A 13th-round draft pick in 1972, the 330th overall selection, Sipe spent his first two full seasons on the taxi squad (what is now known as the practice squad) before finally seeing limited game action in 1974.

Sipe didn’t take hold of the full-time starter’s job until 1976, however, but once he did he put his name at the very top of the franchise’s record book.

He is first on the career list in passing yards (23,713), completions (1,944) and fourth-quarter comebacks (17); second on the career list with 154 touchdown passes; and first on the single-season list in passing yards (4,132) and touchdown passes (30), still the only Browns quarterback pass for more than 4,000 yards or throw for 30 touchdowns.
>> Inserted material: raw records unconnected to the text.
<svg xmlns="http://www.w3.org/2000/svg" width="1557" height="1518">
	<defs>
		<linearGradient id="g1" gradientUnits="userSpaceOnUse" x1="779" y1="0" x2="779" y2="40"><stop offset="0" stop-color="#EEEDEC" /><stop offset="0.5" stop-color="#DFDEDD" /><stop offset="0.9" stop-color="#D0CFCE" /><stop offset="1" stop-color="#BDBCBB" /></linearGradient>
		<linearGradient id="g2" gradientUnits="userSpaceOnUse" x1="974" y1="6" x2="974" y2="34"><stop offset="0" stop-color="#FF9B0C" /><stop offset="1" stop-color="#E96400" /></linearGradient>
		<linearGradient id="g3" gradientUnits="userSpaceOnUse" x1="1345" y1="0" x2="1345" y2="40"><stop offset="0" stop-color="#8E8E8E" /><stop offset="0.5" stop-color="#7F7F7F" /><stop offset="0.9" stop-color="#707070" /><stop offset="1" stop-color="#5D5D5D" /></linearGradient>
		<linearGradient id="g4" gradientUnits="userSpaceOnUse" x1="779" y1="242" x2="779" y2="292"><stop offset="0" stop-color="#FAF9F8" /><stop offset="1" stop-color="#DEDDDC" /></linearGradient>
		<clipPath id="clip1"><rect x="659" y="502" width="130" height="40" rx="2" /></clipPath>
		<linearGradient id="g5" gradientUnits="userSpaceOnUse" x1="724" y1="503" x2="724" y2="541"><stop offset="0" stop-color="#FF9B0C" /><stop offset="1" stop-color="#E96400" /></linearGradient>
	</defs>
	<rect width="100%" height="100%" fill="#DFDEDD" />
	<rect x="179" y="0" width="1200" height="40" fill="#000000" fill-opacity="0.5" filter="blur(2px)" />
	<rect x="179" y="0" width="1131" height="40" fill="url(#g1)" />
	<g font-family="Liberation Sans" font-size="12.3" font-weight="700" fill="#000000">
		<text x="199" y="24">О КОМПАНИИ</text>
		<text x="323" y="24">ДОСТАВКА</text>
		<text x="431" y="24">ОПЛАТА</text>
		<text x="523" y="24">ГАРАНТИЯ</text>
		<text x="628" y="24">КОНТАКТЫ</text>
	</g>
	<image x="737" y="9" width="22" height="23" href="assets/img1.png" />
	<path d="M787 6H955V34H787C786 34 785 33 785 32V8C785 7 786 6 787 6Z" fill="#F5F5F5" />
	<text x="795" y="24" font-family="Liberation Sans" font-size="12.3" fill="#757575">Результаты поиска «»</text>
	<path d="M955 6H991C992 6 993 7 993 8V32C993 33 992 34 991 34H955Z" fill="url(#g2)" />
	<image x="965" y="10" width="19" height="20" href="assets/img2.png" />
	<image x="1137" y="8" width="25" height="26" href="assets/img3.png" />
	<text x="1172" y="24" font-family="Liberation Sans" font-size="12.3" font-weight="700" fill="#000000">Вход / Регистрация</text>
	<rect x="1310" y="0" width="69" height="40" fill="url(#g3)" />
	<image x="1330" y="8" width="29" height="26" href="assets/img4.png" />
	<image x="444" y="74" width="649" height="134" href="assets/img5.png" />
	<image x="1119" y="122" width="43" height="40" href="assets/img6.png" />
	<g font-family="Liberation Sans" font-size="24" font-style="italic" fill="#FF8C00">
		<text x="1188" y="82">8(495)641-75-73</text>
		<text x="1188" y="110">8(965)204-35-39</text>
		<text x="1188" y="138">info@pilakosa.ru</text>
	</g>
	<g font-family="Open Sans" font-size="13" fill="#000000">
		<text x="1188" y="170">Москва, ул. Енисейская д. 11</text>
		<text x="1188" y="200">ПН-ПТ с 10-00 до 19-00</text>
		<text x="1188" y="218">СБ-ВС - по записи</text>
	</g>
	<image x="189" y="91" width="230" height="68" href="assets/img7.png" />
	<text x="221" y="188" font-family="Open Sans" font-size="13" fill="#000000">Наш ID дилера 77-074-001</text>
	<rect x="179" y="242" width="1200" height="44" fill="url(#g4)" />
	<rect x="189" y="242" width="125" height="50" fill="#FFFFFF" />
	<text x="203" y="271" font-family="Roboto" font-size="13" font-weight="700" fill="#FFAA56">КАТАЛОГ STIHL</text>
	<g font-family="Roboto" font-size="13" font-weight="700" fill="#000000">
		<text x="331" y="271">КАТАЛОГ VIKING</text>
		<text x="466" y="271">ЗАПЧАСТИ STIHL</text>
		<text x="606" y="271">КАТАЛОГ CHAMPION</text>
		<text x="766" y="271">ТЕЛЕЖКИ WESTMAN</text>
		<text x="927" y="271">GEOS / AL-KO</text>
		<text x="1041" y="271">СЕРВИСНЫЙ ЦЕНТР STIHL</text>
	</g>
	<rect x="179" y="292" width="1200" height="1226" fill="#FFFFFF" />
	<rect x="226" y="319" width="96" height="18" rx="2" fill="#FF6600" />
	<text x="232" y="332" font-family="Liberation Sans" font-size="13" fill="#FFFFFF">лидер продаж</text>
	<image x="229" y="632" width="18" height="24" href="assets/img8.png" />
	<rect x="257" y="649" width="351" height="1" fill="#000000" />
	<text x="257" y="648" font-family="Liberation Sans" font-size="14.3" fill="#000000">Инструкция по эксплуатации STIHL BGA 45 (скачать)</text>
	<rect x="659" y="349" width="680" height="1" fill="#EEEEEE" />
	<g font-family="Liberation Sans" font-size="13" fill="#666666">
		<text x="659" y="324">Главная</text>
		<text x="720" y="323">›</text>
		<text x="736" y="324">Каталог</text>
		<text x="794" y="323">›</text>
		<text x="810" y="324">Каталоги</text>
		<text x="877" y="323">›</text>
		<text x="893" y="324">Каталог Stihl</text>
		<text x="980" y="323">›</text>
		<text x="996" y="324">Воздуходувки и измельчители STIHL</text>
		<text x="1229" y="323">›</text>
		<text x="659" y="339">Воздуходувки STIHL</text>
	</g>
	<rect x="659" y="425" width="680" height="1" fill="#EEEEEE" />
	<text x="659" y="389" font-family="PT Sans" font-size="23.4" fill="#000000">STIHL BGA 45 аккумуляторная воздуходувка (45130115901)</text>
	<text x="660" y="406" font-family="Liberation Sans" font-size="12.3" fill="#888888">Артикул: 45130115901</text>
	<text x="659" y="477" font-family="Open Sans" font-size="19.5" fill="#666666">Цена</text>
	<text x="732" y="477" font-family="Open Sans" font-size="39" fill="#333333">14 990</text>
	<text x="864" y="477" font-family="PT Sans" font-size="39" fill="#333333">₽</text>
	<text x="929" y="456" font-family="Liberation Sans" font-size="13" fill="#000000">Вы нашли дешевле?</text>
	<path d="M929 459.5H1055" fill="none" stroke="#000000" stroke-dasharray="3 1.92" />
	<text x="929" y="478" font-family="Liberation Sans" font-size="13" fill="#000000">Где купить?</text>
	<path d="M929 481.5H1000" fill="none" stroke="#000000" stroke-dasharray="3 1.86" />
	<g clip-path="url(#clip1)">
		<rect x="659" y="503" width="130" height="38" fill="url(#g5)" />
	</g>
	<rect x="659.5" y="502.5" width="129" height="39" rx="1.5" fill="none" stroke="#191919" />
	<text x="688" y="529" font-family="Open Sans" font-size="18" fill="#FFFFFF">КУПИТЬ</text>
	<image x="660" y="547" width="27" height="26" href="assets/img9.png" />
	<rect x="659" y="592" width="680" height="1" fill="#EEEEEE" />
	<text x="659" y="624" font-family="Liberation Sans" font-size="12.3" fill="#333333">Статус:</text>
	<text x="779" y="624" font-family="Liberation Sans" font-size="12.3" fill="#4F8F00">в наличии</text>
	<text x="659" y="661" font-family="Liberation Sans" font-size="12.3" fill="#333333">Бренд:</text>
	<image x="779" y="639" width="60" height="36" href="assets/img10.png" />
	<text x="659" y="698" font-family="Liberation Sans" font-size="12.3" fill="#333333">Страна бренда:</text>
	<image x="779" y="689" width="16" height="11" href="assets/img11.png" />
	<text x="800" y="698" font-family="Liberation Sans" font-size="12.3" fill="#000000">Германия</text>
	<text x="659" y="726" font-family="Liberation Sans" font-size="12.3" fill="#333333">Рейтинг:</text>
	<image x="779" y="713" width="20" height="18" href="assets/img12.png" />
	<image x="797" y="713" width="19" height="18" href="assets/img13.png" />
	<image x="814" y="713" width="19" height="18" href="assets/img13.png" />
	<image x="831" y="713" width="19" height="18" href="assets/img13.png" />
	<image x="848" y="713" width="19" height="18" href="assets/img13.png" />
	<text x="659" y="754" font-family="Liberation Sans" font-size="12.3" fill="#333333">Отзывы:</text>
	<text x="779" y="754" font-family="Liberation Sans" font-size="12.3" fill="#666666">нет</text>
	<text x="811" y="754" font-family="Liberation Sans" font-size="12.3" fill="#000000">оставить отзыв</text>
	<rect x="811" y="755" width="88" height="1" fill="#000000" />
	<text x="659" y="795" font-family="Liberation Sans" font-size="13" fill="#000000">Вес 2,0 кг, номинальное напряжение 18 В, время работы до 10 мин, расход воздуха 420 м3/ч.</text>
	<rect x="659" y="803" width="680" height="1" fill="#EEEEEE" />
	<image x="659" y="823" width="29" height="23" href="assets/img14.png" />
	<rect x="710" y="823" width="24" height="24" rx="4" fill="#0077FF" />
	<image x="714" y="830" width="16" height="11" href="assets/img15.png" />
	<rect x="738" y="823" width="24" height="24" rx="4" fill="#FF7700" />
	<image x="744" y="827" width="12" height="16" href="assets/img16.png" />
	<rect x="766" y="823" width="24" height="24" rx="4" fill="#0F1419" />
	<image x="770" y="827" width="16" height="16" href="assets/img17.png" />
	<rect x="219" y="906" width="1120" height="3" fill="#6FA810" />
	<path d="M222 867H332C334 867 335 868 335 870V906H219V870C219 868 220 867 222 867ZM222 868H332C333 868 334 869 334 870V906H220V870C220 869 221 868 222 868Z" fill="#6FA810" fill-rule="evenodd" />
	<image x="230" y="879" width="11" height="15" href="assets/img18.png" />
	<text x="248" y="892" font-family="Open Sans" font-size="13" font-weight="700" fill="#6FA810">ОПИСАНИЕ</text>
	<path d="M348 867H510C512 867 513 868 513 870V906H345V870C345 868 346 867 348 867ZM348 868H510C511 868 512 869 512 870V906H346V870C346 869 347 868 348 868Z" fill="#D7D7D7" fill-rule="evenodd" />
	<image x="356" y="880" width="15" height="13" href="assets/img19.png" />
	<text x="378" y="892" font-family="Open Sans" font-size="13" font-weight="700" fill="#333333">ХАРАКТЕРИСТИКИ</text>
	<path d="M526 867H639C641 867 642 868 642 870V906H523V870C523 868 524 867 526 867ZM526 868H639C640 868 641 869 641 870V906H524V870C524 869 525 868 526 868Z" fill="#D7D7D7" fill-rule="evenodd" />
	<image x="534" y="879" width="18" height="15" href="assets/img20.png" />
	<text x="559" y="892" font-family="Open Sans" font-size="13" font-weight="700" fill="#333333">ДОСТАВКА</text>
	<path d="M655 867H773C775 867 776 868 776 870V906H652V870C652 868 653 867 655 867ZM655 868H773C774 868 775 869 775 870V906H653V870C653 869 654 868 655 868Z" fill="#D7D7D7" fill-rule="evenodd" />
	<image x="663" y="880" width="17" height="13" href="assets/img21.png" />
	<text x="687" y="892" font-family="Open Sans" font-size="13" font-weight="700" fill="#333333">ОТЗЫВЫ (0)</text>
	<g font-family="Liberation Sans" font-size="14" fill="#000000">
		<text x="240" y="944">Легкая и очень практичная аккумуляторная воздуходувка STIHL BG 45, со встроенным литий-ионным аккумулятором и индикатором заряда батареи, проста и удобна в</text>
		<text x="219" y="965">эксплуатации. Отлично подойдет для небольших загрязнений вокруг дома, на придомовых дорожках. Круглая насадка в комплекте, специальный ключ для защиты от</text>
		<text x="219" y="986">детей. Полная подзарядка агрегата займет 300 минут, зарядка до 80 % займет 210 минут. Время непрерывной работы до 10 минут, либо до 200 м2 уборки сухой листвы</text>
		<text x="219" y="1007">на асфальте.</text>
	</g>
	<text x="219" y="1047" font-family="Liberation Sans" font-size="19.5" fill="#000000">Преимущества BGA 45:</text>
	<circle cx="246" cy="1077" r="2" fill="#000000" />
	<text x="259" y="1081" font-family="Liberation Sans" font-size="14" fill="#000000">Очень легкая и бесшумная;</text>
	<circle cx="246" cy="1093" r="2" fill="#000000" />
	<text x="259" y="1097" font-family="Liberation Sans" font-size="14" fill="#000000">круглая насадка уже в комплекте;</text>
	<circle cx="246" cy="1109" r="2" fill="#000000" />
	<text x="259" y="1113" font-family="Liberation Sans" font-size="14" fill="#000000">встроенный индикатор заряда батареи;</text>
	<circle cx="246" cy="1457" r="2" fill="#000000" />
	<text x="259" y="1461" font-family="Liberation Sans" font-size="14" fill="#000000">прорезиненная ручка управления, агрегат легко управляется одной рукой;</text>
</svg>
Sipe led the Browns to the brink of the playoffs in 1978 and 1979, before he pushed the team to a division title in 1980, the same year he was named the NFL’s Most Valuable Player.

That season saw the Kardiac Kids at the height of their powers, as the Brwons won nine of their games by seven points or less behind a Sipe-led offense that included a offensive weapons Ozzie Newsome, Dave Logan, Reggie Rucker, Mike Pruitt and Greg Pruitt.

While that season ended in disappointment in the Red Right 88 playoff game against the Oakland Raiders, that season, and especially Sipe, still resonates with fans old enough to have witnessed it.

Sipe battled injuries and an aging roster as the Browns never made the playoffs again in his final three years with the team.

Cleveland owner Art Modell thought that Sipe was finished in the 1983 season so he did not offer a fair contract, leaving Sipe to leave for the New Jersey Generals of the USFL.

But Sipe had one last treat in store for Browns fans as his final game was a home victory over the Pittsburgh Steelers, where Sipe threw for four touchdown passes in a 30-17 embarrassment of the Steelers.